About this task
Your answer should be a single number: the count of lines in the records below containing the word "Eliodoro".

(Records from a data source)
* * * * *

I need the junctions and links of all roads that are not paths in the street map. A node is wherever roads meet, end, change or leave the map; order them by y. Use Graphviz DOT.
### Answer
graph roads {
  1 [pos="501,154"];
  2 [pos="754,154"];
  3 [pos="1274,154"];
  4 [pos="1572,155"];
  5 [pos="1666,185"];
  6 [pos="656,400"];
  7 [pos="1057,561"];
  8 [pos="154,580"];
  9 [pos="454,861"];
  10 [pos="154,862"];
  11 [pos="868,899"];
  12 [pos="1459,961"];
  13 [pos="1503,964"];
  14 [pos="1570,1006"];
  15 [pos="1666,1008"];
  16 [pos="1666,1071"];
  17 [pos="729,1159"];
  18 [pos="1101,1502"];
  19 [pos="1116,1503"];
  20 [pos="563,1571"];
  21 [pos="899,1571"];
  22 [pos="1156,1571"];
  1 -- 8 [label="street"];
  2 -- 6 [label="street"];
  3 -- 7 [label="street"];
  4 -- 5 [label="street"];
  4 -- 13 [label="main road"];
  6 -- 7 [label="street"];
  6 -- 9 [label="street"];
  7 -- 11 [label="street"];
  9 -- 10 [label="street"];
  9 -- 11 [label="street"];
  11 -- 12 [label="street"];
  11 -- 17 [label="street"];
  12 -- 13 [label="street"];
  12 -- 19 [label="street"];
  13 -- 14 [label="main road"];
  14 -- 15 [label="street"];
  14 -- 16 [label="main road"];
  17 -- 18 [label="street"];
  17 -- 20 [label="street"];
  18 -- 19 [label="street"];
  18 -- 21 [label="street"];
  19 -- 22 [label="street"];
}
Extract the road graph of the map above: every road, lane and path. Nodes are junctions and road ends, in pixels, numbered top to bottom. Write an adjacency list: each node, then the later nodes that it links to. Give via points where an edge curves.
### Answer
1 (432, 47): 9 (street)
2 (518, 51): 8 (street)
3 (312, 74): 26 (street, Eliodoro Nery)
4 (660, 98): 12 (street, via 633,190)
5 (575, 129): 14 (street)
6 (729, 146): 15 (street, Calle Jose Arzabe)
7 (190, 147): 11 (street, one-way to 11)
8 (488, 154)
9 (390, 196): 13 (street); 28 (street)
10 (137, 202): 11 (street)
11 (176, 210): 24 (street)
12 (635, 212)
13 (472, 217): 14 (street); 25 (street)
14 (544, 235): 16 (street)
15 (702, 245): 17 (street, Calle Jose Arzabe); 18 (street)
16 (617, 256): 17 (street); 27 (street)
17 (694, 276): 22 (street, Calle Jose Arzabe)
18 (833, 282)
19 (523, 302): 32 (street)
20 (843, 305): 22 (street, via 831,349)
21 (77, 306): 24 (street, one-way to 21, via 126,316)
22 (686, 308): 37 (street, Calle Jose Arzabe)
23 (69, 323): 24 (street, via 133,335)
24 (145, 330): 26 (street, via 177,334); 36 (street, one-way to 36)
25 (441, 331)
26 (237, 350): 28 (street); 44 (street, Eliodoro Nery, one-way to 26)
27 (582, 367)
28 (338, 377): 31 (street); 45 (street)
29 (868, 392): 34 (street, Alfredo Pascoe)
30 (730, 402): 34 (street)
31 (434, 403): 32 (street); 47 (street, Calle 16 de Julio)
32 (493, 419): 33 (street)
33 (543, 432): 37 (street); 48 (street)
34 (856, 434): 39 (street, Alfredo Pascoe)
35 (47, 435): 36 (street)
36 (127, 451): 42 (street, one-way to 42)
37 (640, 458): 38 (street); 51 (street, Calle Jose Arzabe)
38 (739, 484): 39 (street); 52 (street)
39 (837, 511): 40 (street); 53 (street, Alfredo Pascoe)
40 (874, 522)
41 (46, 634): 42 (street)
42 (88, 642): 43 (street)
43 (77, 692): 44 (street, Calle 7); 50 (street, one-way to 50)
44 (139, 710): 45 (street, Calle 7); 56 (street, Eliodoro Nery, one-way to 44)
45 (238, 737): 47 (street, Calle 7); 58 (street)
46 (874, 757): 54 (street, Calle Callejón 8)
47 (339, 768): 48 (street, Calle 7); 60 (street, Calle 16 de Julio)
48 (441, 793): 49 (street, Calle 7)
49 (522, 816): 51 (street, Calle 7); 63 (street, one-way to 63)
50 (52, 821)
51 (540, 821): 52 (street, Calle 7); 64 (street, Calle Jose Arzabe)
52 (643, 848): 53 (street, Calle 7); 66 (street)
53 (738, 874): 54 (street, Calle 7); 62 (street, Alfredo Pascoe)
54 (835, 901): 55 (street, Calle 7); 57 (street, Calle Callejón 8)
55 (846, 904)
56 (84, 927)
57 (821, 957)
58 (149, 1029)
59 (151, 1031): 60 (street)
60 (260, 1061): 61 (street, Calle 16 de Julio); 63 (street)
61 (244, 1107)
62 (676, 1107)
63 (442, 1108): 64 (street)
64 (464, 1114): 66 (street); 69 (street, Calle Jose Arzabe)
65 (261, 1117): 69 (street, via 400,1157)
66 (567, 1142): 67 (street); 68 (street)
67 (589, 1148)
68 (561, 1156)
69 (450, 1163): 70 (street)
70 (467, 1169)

* * * * *

Answer to this problem
3